Provided records:
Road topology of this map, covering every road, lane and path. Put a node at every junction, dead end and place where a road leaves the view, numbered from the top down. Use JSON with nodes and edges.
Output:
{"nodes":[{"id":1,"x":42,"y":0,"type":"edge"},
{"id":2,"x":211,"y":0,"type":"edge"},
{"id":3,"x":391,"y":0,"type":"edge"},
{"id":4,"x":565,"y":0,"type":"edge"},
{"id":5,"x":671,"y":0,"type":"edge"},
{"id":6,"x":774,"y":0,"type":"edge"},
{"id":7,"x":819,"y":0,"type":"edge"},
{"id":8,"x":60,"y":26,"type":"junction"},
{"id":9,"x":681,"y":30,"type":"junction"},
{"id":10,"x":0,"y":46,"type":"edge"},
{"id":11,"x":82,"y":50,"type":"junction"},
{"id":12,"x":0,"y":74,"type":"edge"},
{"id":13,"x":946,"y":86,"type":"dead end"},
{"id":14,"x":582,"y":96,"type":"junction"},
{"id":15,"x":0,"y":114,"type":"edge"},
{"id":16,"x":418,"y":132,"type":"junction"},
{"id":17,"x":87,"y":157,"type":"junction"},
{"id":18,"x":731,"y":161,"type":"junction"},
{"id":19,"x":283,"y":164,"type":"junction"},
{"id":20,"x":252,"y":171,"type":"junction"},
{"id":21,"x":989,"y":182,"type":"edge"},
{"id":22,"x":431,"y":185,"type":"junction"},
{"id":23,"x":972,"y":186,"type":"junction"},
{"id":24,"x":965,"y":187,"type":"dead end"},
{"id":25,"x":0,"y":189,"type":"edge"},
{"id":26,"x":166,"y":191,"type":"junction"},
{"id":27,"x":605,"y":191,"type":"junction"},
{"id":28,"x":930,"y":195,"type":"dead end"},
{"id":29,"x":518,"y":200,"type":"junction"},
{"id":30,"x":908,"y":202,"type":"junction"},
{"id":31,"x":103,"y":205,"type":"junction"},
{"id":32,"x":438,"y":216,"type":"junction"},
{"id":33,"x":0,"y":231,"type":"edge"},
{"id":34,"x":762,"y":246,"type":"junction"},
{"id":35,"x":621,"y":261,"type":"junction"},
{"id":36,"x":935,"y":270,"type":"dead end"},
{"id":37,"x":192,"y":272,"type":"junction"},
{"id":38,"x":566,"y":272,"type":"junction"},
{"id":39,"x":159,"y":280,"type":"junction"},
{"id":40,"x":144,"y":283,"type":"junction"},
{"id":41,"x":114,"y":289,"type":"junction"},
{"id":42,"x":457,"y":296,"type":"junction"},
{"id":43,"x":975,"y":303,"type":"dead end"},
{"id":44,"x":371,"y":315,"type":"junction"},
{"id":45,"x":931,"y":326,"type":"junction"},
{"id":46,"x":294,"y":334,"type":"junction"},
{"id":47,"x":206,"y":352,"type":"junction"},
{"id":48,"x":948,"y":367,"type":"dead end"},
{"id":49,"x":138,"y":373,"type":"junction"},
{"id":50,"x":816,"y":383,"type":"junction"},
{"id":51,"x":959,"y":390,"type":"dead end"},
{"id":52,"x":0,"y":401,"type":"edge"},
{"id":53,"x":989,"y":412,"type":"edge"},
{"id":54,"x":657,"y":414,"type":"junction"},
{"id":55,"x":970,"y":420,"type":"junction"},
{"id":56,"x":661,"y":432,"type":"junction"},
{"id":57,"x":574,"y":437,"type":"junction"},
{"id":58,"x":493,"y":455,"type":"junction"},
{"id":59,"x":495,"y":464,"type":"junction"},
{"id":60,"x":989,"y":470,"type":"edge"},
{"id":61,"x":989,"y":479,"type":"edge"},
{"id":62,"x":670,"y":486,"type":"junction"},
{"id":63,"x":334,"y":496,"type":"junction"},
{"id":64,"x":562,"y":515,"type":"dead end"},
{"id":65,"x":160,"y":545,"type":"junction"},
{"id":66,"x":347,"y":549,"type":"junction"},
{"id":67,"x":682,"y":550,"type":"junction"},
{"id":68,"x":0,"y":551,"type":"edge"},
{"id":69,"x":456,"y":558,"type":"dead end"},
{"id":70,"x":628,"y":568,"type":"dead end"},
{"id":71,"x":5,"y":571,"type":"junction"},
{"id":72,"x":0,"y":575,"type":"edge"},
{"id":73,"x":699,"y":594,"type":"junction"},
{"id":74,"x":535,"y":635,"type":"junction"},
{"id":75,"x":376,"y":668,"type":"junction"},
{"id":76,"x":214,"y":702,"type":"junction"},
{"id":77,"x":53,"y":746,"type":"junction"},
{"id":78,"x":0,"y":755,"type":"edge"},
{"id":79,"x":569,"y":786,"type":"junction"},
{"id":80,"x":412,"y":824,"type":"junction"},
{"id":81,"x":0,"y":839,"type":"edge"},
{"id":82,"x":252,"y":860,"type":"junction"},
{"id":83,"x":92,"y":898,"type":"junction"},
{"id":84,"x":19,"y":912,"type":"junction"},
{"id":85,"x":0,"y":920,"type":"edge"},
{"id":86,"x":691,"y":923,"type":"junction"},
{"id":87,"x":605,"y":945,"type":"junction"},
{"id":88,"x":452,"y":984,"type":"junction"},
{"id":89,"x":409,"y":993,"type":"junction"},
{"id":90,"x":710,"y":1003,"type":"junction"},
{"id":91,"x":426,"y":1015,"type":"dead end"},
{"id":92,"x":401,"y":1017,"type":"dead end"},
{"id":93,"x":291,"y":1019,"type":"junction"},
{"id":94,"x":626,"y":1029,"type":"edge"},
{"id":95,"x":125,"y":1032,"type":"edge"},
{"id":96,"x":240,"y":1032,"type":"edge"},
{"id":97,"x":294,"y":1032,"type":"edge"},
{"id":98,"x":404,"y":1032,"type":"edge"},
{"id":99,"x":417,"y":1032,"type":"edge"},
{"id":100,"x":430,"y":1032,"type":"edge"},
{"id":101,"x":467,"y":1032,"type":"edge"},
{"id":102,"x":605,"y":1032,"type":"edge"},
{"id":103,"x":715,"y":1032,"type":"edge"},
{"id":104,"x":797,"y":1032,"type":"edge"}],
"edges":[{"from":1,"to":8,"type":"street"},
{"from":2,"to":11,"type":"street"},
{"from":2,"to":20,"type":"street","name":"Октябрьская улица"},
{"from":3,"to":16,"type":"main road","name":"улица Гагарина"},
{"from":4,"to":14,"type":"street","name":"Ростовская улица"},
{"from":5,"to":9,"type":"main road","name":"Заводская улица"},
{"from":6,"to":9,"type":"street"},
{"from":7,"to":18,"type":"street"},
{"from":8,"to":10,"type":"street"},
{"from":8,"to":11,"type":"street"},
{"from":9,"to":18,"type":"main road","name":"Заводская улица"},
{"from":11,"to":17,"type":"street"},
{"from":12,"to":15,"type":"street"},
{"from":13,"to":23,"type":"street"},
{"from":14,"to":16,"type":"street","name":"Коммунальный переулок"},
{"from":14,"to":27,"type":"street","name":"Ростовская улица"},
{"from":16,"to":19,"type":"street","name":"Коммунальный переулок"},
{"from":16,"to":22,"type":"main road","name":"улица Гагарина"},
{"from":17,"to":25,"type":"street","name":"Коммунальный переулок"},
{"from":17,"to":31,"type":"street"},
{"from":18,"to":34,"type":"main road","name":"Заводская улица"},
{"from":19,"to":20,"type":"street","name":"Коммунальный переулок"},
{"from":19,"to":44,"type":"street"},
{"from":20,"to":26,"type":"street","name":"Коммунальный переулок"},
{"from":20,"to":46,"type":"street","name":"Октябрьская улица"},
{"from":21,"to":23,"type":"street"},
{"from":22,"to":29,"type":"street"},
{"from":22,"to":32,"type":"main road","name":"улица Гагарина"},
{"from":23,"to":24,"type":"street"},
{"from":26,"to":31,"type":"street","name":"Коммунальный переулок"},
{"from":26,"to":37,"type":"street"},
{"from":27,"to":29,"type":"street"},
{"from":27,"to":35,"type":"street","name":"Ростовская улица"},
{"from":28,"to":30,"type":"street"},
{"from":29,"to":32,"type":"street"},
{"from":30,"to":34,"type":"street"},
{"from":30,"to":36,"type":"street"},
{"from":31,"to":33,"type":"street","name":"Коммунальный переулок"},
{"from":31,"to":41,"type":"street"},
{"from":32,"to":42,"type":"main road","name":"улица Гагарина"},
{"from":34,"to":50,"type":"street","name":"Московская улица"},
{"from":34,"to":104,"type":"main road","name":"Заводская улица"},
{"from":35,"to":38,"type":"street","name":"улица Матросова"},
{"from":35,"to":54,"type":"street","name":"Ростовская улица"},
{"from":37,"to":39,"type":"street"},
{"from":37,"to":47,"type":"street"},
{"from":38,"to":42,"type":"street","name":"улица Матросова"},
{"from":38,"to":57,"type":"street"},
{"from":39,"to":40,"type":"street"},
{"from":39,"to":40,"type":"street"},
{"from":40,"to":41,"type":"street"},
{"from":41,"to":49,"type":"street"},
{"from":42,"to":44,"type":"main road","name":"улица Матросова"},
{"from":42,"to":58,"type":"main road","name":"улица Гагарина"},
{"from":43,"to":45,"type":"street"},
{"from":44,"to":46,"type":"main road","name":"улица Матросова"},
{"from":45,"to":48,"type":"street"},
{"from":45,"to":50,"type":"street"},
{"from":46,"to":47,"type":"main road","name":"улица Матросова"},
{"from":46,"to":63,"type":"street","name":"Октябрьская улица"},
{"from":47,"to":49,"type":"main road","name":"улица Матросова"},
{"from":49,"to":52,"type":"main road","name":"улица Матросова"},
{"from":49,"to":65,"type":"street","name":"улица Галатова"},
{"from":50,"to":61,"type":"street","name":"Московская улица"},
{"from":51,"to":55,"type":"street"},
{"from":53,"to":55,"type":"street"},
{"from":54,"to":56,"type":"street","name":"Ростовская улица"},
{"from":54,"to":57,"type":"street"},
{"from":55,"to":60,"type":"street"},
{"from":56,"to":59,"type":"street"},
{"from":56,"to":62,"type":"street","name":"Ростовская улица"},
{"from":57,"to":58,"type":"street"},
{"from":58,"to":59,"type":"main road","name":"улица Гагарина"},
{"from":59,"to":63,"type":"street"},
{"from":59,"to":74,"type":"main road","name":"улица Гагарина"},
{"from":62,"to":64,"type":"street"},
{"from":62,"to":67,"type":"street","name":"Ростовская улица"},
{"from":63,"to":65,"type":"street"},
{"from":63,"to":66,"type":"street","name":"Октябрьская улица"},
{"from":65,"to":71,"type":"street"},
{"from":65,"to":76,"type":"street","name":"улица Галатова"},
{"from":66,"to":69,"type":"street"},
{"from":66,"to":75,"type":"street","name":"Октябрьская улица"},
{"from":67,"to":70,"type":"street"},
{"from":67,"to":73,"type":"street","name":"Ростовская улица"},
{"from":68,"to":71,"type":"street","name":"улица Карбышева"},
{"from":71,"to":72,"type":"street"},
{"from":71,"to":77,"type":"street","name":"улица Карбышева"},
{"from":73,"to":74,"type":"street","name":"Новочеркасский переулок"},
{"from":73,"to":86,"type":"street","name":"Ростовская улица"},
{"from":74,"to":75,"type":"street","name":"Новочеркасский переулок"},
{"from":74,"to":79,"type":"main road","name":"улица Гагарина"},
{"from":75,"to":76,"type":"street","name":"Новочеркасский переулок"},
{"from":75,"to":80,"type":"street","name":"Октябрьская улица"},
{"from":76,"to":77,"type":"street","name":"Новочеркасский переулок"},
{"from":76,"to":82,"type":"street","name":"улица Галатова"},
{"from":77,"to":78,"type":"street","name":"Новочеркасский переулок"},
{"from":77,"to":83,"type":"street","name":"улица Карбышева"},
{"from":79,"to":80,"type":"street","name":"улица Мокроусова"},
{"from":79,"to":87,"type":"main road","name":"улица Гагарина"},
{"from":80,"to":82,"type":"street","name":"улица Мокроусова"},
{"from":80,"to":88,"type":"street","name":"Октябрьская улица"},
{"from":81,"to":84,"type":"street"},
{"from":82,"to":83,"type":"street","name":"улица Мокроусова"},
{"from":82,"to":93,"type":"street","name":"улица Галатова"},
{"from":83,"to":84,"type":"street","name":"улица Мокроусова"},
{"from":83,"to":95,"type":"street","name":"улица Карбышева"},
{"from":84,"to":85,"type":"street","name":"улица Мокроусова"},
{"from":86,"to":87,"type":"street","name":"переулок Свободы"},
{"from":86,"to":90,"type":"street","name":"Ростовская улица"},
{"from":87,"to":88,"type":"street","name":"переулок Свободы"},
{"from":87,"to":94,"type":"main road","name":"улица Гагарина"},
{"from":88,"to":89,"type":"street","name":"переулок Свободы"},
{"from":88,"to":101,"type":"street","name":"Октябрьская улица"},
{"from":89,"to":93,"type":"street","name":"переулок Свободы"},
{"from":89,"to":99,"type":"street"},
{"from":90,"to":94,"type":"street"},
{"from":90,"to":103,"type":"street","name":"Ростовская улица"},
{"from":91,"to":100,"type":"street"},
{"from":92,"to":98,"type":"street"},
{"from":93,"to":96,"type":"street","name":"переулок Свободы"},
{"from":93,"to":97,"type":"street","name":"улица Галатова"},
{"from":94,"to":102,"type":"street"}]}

Problem to solve:
Pick every line from the listing holding the string "Мокроусова", and copy it.

Worked solution:
{"from":79,"to":80,"type":"street","name":"улица Мокроусова"},
{"from":80,"to":82,"type":"street","name":"улица Мокроусова"},
{"from":82,"to":83,"type":"street","name":"улица Мокроусова"},
{"from":83,"to":84,"type":"street","name":"улица Мокроусова"},
{"from":84,"to":85,"type":"street","name":"улица Мокроусова"},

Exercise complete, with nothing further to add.